Following the theme that something can be made of everything. My co-author and I have just finished revising another article. As is often the case when trying to break new ground, one of the reviews is negative. “What is the point of this paper? It doesn’t seem to make any worthwhile contribution.”
However, once we have got over the initial anger, good things can come out of it. I hope that this can also apply to difficult vivas and research review meetings.
The important question to ask is: “Why didn’t this particular audience understand what we were trying to say?” It is then that the interesting stuff can begin. When we look in detail through the text that we submitted, we discover a number of things we didn’t see before. We are looking with new eyes now – the imagined eyes of that audience that didn’t understand us. It is indeed true that we didn’t actually explicitly make the points that we thought that we had. Sometimes the points aren’t there at all. Sometimes they’re in places where they don’t make sense, or not in the places were they would make sense.

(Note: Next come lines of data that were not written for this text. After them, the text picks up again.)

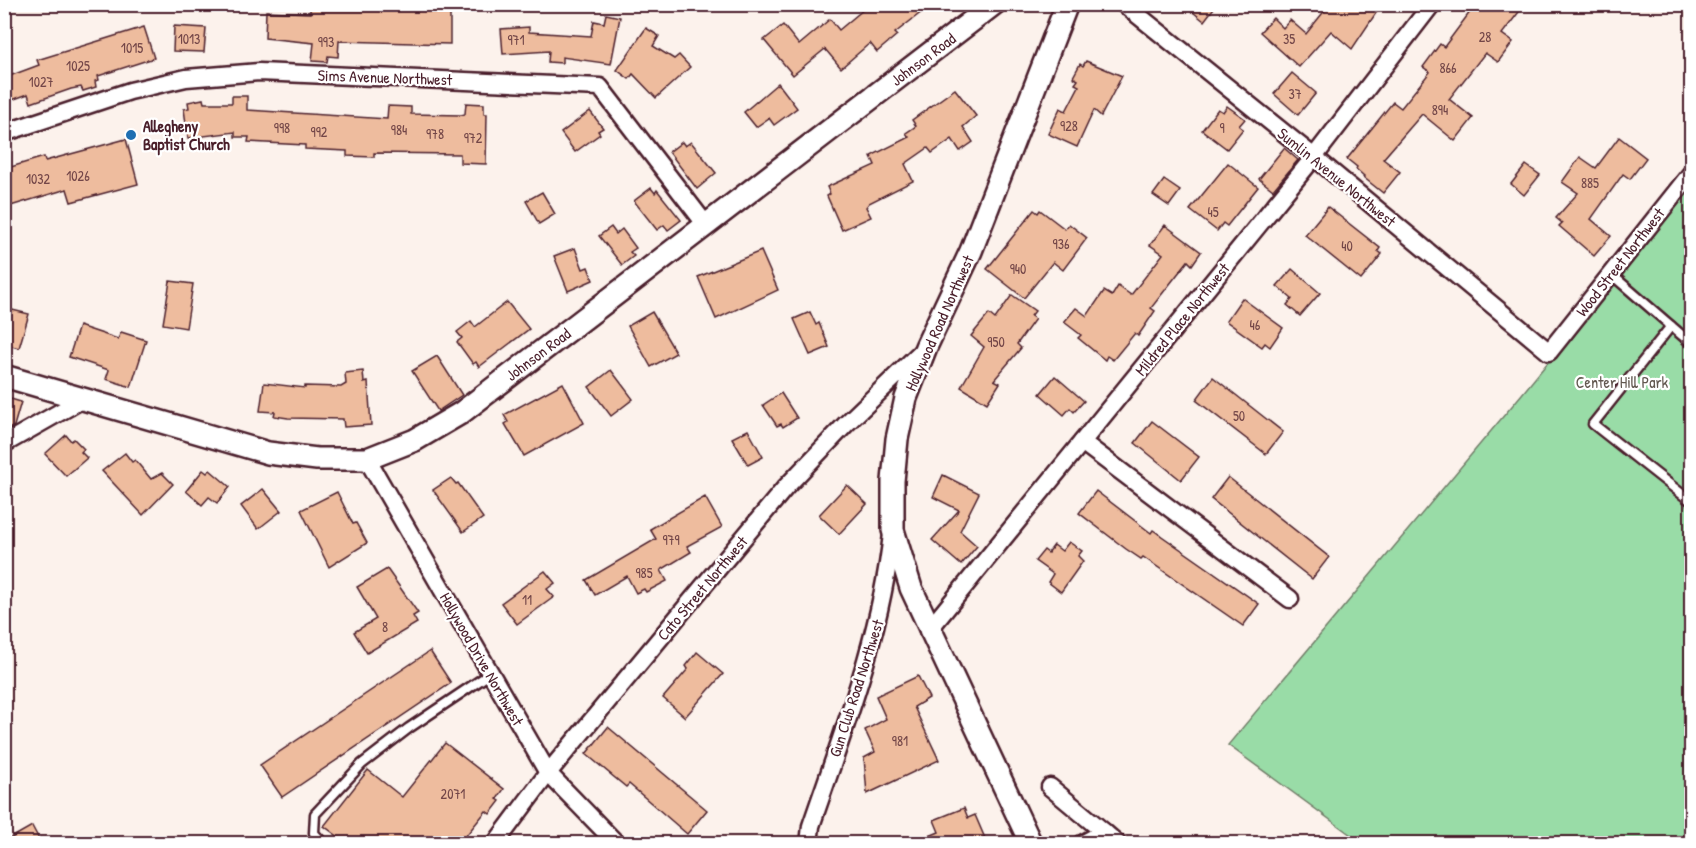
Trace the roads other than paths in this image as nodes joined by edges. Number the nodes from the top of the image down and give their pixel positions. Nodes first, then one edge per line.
1 (994, 4) edge
2 (1067, 4) edge
3 (1124, 4) edge
4 (1432, 4) edge
5 (4, 133) edge
6 (1314, 157) junction
7 (1692, 172) edge
8 (706, 225) junction
9 (1611, 274) junction
10 (1671, 326) junction
11 (1692, 344) edge
12 (926, 347) junction
13 (1549, 352) joint
14 (4, 376) edge
15 (83, 399) junction
16 (1082, 442) junction
17 (4, 444) edge
18 (367, 459) junction
19 (1692, 502) edge
20 (893, 530) junction
21 (1290, 599) dead end
22 (928, 631) junction
23 (491, 673) junction
24 (548, 773) junction
25 (1050, 787) dead end
26 (1104, 832) junction
27 (324, 843) edge
28 (495, 843) edge
29 (617, 843) edge
30 (809, 843) edge
31 (1031, 843) edge
32 (1083, 843) edge
33 (1118, 843) edge

1 - 8 street, Johnson Road
2 - 12 street, Hollywood Road Northwest
3 - 6 street, Sumlin Avenue Northwest
4 - 6 street, Mildred Place Northwest
5 - 8 street, Sims Avenue Northwest
6 - 13 street, Sumlin Avenue Northwest
6 - 16 street, Mildred Place Northwest
7 - 9 street, Wood Street Northwest
8 - 18 street, Johnson Road
9 - 10 lane
9 - 13 street, Wood Street Northwest
10 - 11 lane
10 - 19 lane
12 - 20 street, Hollywood Road Northwest
12 - 24 street, Cato Street Northwest
14 - 15 street, Johnson Road
15 - 17 street
15 - 18 street, Johnson Road
16 - 21 street
16 - 22 street, Mildred Place Northwest
18 - 23 street, Hollywood Drive Northwest
20 - 22 street, Hollywood Road Northwest
20 - 30 street, Gun Club Road Northwest
22 - 31 street, Hollywood Road Northwest
23 - 24 street, Hollywood Drive Northwest
23 - 27 lane
24 - 28 street, Cato Street Northwest
24 - 29 street, Hollywood Drive Northwest
25 - 26 street
26 - 32 street
26 - 33 street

Then, when we put in the points that we had forgotten to make, other things begin to emerge – new relationships and connections that had not been clear before. Moving things around, thinking laterally about the text, brings new thinking and takes us forward to new places. We end up with a new title and a new core idea. It’s not easy. It might not come right until the fourth, fifth or sixth edit. But immensely worth all the work.
So thank you to that negative reviewer. Without you we wouldn’t have a better article with improved and even new ideas!